Back to Hoax Slayer, this site makes for fascinating reading. The categories of emails it covers is a compelling enough reason for me to bookmark this site for future reference:
- True Emails
- Virus Email Hoaxes
- Giveaway Email Hoaxes
- Charity Hoaxes
- Bogus Warnings
- Email Petitions and Protests
- Email Chain Letters
- Celebrity Email Hoaxes
- Prank Emails
- Bad Advice Emails
- Funny Email Hoaxes
- Unsubstantiated Emails
- Missing Child Email Hoaxes
- Phishing Scams
- Nigerian Scams
- Payment Transfer Job Scams
- Email Lottery Scams
- Miscellaneous Scams
- Pharming Scams
- Internet Dating Scams
- Computer Security
- Virus Information
- Email Security
- Spam Control
Some highlights for me include:
- Subj: VIRUS ALERT Status: PUBLIC MESSAGE – Warning: There’s a new virus on the loose that’s worse than anything I’ve seen before! It gets in through the power line, riding on the powerline 60 Hz subcarrier. To prevent the spread of the worm: 1) Don’t use the powerline. 2) Don’t use batteries either, since there are rumours that this virus has invaded most major battery plants, and is infecting the positive poles of the batteries. 3) Don’t upload or delete or download files. 5) Don’t read messages. No, not even this one! 6) Don’t use serial ports, toasters, modems, or phone lines. 7) Don’t use keyboards, screens, electric toothbrushes, or printers. 9) Don’t use electric lights, electric or gas heat, or airconditioning, running water, vibrators, writing, fire, clothing, or the wheel.
- This is serious people… I just deleted mine!!! This is upsetting but I thought I should pass it along. Check your drivers license. Now you can see anyone’s Driver’s License on the Internet, including your own! I just searched for mine and there it was.. .. picture and all!! Thanks Homeland Security! Where are our rights? I definitely removed mine. I suggest you do the same. . . Go to the web site and check it out. Just enter your name, city and state to see if yours is on file.
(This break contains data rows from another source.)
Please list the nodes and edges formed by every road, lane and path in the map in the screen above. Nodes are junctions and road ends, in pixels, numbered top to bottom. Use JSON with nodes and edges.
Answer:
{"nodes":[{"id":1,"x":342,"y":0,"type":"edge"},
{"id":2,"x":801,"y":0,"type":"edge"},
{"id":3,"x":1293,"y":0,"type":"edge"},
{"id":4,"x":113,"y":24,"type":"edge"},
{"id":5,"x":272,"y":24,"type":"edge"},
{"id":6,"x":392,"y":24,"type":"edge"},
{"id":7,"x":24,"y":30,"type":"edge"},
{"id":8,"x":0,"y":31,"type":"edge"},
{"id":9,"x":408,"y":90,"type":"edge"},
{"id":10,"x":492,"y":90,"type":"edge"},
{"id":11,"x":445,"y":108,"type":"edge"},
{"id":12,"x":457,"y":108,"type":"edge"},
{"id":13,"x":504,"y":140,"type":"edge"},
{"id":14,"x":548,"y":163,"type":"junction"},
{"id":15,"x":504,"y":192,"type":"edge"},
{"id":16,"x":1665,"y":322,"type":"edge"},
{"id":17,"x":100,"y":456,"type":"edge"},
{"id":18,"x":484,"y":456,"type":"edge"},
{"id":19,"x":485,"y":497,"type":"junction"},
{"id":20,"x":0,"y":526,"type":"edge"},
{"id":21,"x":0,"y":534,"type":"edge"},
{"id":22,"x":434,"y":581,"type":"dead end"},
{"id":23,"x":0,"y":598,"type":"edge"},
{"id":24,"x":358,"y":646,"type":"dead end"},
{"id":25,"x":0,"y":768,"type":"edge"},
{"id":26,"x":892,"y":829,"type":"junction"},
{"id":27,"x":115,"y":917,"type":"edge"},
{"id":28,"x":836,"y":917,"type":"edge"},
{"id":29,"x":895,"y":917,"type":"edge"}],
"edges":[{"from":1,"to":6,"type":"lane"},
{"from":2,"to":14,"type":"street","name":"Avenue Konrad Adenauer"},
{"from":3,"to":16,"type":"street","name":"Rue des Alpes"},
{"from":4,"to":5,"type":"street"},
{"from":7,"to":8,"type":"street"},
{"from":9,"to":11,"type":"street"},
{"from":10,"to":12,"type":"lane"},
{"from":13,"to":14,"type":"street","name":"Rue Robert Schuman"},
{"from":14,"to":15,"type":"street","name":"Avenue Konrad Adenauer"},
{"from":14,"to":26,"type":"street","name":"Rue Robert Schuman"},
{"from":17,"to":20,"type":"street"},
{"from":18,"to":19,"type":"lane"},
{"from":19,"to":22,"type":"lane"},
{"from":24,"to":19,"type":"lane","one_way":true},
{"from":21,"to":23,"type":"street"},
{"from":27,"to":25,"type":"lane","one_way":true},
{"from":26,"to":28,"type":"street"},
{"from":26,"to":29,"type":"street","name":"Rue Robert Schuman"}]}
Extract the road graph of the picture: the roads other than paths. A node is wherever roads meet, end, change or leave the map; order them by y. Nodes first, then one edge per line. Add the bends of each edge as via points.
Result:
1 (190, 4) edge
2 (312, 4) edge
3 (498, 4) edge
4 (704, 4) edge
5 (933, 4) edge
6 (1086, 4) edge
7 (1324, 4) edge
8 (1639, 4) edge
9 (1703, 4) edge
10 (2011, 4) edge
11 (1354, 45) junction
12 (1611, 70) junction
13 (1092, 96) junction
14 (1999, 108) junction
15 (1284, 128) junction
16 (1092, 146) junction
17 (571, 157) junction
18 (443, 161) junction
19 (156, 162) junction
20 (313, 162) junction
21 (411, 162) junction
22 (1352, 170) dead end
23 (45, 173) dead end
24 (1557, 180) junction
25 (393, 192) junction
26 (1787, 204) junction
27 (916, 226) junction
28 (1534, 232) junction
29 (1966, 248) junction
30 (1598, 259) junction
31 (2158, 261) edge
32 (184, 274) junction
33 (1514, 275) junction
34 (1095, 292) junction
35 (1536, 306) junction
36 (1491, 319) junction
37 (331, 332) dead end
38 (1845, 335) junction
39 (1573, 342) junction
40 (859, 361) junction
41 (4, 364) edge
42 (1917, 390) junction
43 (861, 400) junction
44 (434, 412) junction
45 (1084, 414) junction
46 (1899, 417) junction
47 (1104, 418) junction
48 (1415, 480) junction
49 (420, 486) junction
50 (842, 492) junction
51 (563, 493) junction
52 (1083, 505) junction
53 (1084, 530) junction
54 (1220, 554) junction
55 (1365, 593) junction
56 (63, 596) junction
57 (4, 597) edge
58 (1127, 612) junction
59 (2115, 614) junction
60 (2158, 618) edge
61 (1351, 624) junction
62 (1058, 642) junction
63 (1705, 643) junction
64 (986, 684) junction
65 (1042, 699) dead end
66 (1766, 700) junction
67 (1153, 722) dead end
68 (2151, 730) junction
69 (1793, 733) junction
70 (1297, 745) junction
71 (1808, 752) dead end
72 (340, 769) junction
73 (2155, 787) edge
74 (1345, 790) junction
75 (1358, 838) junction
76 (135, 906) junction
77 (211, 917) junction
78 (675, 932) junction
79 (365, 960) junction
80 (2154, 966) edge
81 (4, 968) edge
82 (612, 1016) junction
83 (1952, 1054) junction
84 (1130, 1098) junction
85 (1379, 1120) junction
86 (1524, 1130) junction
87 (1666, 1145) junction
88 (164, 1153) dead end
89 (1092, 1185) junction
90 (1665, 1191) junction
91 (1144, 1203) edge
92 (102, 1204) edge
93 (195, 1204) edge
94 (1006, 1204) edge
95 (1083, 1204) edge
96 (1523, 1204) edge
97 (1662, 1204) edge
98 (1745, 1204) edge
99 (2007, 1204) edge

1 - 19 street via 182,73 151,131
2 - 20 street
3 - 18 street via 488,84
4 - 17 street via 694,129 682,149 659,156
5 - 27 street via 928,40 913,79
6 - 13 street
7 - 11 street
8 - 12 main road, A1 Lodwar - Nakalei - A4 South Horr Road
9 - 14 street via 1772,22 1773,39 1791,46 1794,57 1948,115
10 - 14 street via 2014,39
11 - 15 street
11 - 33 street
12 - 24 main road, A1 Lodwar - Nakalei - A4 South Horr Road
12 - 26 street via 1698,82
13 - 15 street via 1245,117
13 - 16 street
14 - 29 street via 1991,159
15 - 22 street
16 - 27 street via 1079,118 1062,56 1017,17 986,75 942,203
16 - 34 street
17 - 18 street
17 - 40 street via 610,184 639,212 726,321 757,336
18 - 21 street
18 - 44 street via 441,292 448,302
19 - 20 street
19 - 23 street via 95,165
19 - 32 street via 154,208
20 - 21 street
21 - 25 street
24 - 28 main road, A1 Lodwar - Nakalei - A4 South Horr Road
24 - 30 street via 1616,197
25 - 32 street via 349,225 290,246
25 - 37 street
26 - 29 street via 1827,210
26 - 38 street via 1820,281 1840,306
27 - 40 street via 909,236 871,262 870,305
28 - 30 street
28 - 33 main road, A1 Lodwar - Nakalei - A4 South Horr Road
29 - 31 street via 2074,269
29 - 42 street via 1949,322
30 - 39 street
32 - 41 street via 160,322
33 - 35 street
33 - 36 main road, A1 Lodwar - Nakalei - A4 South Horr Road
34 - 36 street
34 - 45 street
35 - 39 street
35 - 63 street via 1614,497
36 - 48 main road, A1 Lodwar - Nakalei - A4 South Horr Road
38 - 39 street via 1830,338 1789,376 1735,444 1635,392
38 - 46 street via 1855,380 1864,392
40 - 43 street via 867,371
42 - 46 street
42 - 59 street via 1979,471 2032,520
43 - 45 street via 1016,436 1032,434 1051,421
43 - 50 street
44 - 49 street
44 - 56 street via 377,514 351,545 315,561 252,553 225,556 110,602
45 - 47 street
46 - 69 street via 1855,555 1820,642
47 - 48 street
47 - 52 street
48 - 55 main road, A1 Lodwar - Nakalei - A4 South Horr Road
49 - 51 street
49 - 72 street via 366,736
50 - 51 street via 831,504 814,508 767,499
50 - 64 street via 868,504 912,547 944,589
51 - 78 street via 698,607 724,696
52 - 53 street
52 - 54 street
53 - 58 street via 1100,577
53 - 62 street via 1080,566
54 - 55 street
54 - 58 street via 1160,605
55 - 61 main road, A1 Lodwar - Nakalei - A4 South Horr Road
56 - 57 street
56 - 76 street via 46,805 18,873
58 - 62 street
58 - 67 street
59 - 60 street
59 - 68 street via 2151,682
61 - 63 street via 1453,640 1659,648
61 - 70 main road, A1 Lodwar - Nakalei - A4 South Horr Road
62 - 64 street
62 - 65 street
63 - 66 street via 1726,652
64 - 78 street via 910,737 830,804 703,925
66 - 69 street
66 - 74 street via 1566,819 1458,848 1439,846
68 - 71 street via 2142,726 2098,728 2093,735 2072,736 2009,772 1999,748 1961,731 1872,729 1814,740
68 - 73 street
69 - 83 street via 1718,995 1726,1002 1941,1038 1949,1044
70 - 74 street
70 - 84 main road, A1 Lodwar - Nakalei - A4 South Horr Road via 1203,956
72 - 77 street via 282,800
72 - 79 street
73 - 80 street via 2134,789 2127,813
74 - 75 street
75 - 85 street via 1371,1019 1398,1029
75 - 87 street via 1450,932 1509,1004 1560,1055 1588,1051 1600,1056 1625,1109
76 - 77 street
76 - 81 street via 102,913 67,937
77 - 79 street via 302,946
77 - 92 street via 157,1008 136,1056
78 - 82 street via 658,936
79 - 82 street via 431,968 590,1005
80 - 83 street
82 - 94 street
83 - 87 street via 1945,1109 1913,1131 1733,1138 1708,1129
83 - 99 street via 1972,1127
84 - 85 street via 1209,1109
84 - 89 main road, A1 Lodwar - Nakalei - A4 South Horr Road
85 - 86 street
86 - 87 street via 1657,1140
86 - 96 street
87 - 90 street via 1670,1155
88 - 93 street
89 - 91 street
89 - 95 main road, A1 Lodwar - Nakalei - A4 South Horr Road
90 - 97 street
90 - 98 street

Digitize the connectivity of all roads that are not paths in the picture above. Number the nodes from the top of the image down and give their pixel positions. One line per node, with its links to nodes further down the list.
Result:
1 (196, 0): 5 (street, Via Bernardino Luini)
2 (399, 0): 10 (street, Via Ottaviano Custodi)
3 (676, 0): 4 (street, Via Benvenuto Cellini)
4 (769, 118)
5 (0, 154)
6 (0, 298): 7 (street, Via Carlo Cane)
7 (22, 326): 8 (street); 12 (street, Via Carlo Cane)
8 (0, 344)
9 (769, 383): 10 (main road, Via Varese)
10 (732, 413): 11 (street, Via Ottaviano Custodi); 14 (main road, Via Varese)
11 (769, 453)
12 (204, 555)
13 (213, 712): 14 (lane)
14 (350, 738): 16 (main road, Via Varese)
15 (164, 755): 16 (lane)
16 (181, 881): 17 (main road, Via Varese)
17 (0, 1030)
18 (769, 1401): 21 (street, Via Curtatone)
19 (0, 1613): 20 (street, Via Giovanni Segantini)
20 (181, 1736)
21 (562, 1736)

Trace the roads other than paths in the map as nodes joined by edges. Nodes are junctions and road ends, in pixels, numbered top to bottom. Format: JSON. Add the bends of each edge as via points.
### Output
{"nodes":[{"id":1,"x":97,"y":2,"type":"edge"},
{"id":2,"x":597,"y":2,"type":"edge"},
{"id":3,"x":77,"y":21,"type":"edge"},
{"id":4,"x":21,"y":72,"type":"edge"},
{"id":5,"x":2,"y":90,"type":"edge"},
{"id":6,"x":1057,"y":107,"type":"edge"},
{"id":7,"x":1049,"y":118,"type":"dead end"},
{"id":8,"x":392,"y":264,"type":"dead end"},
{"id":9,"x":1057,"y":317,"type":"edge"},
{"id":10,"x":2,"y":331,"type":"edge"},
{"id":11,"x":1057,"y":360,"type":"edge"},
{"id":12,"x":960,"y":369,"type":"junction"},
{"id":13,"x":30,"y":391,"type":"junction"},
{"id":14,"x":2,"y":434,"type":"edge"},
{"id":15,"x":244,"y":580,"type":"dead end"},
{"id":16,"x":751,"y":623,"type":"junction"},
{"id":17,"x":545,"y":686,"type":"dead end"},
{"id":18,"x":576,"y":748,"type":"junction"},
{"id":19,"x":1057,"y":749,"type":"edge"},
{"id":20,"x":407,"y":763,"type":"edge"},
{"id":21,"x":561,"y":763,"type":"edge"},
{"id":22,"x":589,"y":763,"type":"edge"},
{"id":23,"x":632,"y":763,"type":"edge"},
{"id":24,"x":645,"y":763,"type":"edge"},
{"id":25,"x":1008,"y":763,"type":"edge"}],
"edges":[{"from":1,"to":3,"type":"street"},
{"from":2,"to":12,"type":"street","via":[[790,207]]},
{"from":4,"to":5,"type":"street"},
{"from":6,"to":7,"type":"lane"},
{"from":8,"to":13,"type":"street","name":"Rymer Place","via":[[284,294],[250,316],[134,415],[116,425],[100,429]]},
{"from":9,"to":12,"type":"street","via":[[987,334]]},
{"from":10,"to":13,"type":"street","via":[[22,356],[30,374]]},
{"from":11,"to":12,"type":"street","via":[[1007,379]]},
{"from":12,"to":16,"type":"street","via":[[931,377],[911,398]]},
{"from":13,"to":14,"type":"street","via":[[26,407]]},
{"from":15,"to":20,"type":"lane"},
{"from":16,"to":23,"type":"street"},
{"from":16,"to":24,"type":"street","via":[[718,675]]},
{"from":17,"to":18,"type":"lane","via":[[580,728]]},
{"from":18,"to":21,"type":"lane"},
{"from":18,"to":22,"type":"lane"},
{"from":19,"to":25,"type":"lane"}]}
After your license comes on the screen, click the box marked “Please Remove”. This will remove it from public viewing, but not from law enforcement.
- Tell all your family/ friends/ business acquaintances – in fact tell everybody about this! For all Australian respondents… Telstra Phone book. Hi everyone, For anyone contemplating using the Sensis directory service number, 1234, DON’T! Sensis, as you may or may not know, is a subsidiary of Telstra. The 1234 number is replacing the Telstra 12456 directory assistance number, but this time with outrageous costs attached: 40c to call the number, then 4c A SECOND! From mobiles its $1.40 per call plus 88c to connect. By law, Telstra have to provide a FREE directory assistance number , because they are still majority owned by the government. They choose however not to pass this number on to the public. What’s the free number? 1223 Thumbs down to Telstra for finding a way to ‘charge’, for a service that is supposed to be provided for free. Of course, feel free to forward this on. (Turns out, this email served a purpose back in 2004 but now Telstra does make all options of directory assistance easy to find).
This site is run by a Queenslander, Brett Christensen, and in the Spam Control section he finishes with some good advice, “A simple but effective spam control measure is to create a secondary, “spam” email account. A “spam account” (by my definition) is simple a spare email address that is used anywhere that requires you to provide your email address, for example to download software, sign up for newsletters and the like. Once I’ve decided that a company or newsletter can be trusted not to spam me, I change my account details to my main email address. If the spam account starts to accumulate too much junk, I just dump it and get a new one. I’ve found this to be quite an effective method of spam control, although you need to be stringent in always only using your spam account for non-trusted sites. Of course, this tactic is most effective if you start using your spam account at the same time you start using your primary account. Once your email address is on spam lists, it’s probably going to stay there for the duration.”